- Task to complete
Which lines of the data contain the string "Congreso"? Copy every one.

- Data to use
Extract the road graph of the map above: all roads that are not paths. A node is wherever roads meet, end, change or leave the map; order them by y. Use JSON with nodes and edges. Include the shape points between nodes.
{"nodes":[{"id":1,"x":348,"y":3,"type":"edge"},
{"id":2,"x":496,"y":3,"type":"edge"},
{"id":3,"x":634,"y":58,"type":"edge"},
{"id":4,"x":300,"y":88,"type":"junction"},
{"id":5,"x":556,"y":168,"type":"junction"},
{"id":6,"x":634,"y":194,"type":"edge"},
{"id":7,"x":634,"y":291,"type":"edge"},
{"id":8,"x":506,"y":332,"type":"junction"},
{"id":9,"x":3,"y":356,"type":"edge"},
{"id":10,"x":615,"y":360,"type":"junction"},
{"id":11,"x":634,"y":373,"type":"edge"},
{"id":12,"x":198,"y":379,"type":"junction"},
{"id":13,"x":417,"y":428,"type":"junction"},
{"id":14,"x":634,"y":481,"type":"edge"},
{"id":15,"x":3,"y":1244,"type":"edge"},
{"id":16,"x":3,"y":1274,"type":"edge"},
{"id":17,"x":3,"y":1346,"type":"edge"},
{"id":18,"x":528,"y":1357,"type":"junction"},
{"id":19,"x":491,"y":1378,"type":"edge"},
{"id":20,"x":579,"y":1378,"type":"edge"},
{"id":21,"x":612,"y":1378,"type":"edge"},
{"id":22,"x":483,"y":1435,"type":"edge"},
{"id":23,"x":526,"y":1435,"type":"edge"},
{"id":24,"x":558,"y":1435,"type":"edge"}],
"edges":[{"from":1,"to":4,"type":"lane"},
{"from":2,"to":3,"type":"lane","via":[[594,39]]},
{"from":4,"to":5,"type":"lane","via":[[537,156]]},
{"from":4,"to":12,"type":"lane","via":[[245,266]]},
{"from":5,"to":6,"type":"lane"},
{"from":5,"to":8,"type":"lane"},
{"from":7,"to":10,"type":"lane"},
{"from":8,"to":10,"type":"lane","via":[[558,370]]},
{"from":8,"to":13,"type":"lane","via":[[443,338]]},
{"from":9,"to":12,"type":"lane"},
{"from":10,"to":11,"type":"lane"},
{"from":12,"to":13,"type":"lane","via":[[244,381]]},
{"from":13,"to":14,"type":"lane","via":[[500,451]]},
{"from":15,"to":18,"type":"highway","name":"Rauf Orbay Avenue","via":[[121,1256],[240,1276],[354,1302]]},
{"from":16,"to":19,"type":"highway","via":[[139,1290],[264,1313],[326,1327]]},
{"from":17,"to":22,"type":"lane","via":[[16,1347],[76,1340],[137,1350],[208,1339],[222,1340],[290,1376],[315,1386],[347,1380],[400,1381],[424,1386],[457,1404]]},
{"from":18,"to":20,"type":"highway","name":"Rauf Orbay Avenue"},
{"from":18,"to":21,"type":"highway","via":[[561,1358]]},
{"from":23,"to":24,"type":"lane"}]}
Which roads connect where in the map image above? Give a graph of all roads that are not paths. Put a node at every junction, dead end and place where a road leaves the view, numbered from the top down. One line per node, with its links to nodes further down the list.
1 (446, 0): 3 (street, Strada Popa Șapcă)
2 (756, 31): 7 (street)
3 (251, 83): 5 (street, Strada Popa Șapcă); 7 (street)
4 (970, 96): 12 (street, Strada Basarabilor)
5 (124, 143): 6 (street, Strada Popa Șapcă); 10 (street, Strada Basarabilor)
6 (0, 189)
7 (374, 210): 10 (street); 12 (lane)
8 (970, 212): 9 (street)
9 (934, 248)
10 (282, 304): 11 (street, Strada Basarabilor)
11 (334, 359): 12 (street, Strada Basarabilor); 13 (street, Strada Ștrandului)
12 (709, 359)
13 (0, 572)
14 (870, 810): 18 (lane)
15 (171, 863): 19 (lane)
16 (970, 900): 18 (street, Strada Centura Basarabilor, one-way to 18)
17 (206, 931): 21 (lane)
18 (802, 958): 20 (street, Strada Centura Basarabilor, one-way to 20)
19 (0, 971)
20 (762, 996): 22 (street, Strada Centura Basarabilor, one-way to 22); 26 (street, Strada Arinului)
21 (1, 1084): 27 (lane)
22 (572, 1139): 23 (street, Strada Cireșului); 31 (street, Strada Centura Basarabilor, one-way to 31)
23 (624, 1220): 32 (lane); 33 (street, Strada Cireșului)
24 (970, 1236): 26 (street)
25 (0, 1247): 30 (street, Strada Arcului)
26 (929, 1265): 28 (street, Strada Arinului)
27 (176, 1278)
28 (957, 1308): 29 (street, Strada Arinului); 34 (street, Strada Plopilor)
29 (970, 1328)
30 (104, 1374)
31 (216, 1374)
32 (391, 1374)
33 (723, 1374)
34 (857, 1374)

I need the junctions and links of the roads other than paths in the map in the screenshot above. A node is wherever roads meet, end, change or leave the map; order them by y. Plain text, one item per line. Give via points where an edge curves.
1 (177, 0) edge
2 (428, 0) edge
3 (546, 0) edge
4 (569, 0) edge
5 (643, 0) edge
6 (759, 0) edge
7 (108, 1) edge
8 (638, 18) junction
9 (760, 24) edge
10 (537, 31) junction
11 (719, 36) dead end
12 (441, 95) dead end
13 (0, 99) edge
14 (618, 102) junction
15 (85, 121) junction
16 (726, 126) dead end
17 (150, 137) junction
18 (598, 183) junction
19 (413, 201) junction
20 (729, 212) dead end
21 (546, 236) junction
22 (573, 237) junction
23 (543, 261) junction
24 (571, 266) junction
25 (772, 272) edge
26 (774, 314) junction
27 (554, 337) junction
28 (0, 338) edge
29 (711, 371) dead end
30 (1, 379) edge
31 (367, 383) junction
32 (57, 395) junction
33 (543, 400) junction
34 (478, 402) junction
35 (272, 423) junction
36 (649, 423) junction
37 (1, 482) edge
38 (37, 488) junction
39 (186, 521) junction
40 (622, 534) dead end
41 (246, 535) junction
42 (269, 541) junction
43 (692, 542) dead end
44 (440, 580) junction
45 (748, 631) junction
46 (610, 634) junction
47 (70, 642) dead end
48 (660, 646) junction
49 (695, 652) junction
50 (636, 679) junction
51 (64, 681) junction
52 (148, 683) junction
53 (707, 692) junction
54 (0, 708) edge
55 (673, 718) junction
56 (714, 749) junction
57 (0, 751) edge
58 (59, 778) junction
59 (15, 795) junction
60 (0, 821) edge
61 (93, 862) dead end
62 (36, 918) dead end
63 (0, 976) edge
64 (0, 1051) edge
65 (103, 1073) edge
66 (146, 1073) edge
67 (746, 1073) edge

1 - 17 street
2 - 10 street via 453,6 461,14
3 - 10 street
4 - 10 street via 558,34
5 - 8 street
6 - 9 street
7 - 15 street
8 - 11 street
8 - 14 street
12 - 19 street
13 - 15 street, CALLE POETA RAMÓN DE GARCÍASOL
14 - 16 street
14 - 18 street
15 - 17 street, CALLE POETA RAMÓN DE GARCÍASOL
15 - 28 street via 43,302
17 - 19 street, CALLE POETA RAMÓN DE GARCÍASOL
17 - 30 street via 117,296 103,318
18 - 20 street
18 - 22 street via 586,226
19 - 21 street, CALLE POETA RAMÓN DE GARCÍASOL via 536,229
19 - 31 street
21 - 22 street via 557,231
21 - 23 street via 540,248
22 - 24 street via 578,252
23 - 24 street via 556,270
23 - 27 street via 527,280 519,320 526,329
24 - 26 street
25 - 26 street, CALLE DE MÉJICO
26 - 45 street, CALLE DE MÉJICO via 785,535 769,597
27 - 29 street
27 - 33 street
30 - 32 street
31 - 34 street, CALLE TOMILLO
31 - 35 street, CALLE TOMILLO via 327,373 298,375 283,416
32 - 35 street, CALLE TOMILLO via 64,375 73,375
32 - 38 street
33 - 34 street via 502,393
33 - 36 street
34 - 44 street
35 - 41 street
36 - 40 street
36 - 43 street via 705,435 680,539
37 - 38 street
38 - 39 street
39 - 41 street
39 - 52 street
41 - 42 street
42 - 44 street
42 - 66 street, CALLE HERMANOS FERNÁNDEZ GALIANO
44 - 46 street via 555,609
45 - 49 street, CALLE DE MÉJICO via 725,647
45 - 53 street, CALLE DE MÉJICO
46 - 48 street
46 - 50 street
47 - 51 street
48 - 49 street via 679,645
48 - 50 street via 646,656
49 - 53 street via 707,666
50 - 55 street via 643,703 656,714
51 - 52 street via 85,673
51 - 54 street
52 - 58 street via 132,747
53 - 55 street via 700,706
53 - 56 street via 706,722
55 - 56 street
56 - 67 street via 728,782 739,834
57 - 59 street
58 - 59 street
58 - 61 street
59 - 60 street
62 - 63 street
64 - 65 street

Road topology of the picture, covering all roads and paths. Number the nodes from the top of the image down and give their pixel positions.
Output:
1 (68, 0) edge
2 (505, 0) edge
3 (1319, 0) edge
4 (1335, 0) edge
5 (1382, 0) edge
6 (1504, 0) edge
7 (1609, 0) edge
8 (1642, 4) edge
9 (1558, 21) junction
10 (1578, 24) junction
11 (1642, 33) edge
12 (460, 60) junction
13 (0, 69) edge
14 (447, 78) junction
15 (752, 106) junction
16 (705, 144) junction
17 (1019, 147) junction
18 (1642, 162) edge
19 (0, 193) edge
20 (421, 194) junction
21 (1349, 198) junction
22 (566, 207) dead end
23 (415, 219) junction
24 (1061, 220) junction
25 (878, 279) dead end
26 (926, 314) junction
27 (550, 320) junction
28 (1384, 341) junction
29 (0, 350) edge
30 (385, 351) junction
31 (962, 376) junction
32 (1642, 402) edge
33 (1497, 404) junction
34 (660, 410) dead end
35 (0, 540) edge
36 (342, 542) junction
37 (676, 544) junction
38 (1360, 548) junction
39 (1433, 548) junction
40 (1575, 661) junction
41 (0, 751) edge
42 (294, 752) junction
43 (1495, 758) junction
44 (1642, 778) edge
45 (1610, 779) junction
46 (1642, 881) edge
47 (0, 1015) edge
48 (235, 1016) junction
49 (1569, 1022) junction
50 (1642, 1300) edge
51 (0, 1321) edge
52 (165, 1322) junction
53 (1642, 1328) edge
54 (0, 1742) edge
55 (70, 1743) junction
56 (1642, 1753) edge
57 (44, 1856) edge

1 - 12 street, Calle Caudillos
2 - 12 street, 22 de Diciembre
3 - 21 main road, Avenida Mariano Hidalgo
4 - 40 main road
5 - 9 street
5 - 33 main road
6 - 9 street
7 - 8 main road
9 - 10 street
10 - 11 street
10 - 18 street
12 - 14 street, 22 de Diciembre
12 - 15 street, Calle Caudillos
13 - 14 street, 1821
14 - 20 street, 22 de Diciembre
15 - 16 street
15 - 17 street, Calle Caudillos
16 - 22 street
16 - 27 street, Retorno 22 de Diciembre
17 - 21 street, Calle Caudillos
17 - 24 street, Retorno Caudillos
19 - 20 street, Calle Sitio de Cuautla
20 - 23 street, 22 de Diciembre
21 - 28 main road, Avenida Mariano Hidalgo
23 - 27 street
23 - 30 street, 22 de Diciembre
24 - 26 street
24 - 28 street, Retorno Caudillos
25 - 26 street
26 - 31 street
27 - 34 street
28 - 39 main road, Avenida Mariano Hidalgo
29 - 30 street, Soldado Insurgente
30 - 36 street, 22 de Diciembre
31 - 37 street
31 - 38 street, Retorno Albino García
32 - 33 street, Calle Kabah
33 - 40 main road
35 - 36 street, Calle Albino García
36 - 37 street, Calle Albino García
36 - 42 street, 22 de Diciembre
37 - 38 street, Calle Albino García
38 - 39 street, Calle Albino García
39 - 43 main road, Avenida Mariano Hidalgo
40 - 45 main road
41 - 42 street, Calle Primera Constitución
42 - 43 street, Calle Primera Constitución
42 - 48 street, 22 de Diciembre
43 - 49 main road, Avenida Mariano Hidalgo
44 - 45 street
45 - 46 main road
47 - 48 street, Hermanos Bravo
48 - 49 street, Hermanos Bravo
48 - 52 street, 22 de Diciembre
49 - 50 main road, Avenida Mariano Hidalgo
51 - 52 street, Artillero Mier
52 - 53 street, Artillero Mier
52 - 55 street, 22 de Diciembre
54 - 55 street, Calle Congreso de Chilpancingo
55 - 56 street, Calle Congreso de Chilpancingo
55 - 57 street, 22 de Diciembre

- Response below
54 - 55 street, Calle Congreso de Chilpancingo
55 - 56 street, Calle Congreso de Chilpancingo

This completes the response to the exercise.